■ WHAT IS NEEDED:
The result should be every line in the material below containing the string "Avenida".

■ RECORDS PROVIDED:
= = = = = = =
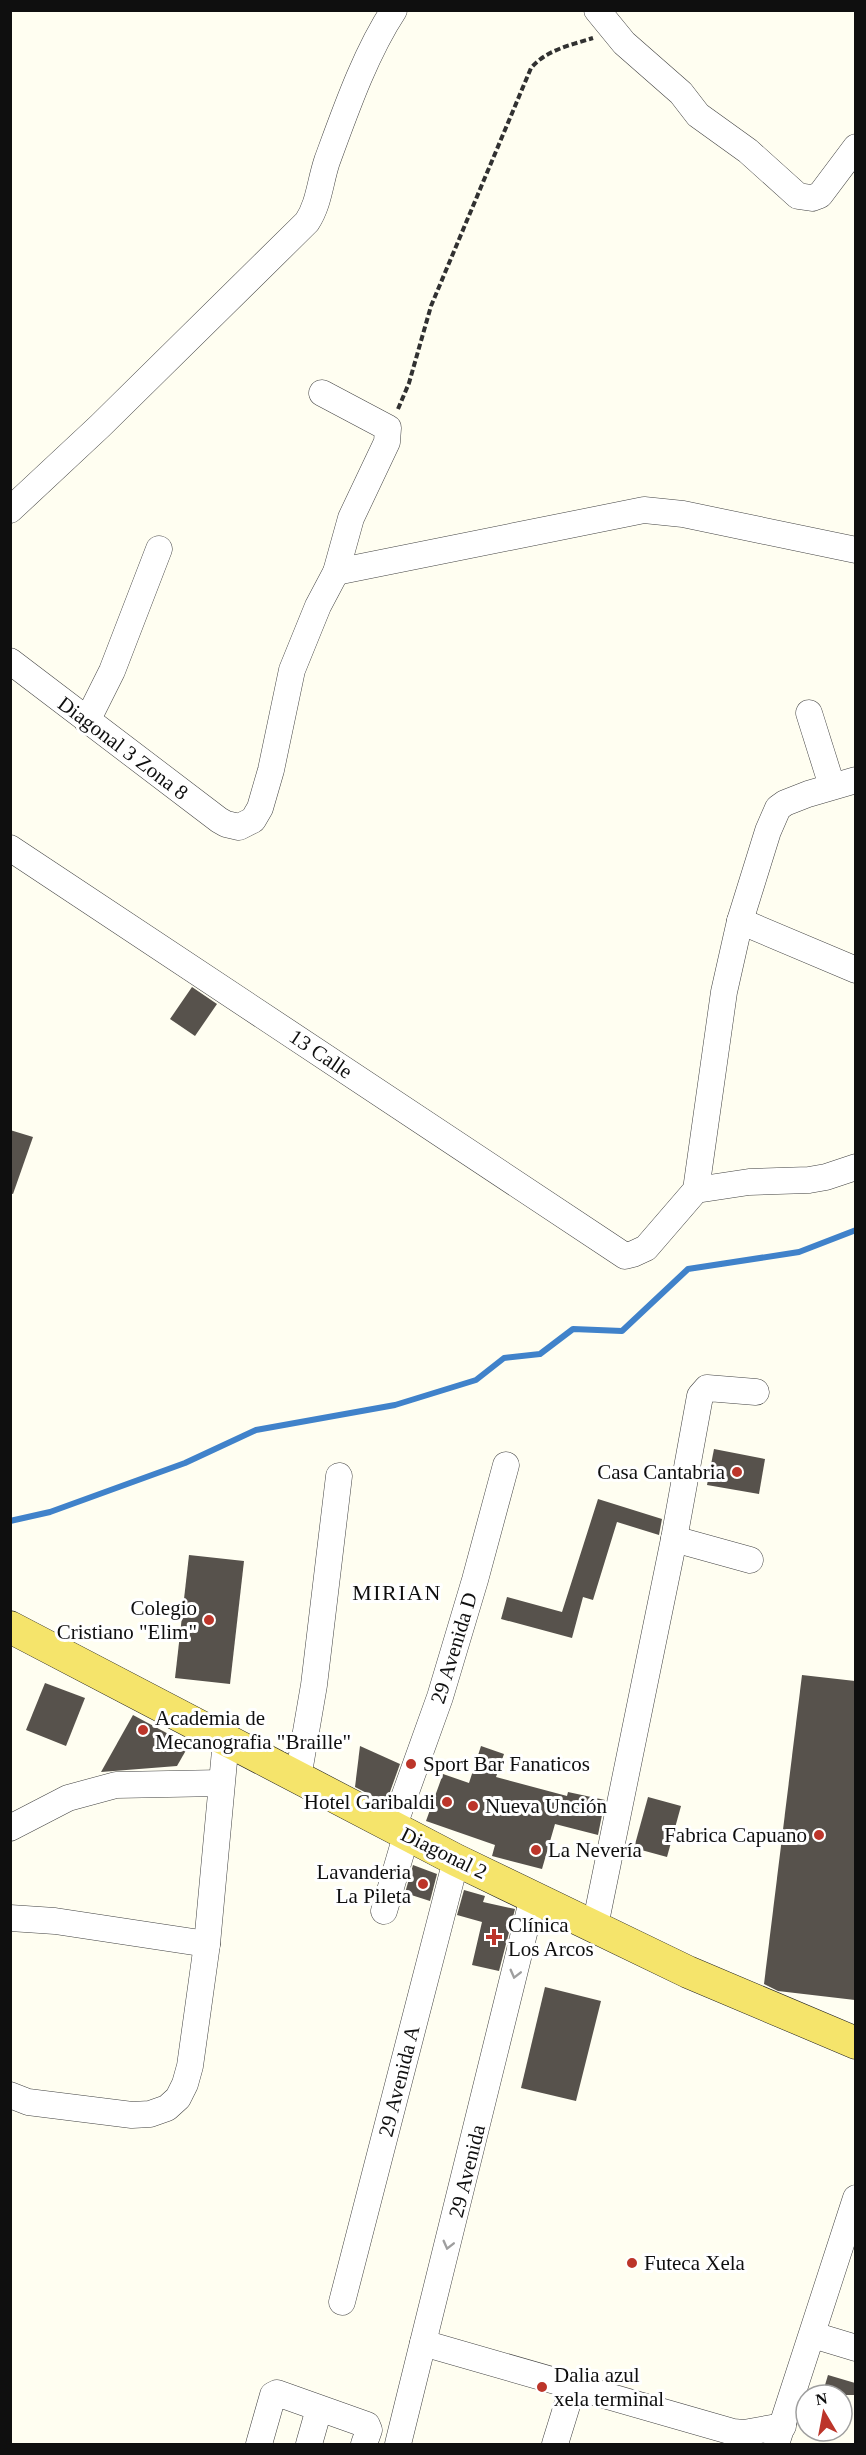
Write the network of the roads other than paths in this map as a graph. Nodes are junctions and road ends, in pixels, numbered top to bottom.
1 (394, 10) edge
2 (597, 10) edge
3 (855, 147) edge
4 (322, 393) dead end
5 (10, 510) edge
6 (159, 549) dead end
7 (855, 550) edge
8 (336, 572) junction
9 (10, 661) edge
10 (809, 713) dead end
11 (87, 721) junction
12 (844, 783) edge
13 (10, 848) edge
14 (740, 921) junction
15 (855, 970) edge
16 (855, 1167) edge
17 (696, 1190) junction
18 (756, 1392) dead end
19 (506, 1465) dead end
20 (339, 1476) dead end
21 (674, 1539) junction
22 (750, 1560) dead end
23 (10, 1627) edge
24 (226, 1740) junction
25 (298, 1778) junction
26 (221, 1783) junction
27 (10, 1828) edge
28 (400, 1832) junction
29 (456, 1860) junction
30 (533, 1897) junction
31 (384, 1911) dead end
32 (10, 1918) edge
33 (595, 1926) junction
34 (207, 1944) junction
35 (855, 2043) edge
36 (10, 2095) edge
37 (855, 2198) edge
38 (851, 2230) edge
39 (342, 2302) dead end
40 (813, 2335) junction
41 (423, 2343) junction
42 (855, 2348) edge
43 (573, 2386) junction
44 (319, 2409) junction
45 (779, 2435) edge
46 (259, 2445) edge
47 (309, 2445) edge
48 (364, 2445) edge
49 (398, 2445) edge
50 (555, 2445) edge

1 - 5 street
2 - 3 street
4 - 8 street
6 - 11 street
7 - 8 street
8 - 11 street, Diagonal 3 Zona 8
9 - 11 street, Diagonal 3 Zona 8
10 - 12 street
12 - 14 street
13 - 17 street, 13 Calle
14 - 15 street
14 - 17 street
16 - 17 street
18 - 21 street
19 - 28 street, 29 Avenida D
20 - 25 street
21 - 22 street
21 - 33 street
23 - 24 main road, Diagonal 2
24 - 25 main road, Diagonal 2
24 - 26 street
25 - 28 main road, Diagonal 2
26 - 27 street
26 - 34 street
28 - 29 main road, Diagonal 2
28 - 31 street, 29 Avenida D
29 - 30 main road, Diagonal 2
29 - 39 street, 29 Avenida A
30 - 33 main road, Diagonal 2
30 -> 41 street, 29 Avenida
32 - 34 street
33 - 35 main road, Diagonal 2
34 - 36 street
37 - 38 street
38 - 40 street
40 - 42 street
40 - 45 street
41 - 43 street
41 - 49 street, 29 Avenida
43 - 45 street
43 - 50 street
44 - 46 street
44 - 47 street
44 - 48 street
= = = = = = =
■ RESULT BELOW:
19 - 28 street, 29 Avenida D
28 - 31 street, 29 Avenida D
29 - 39 street, 29 Avenida A
30 -> 41 street, 29 Avenida
41 - 49 street, 29 Avenida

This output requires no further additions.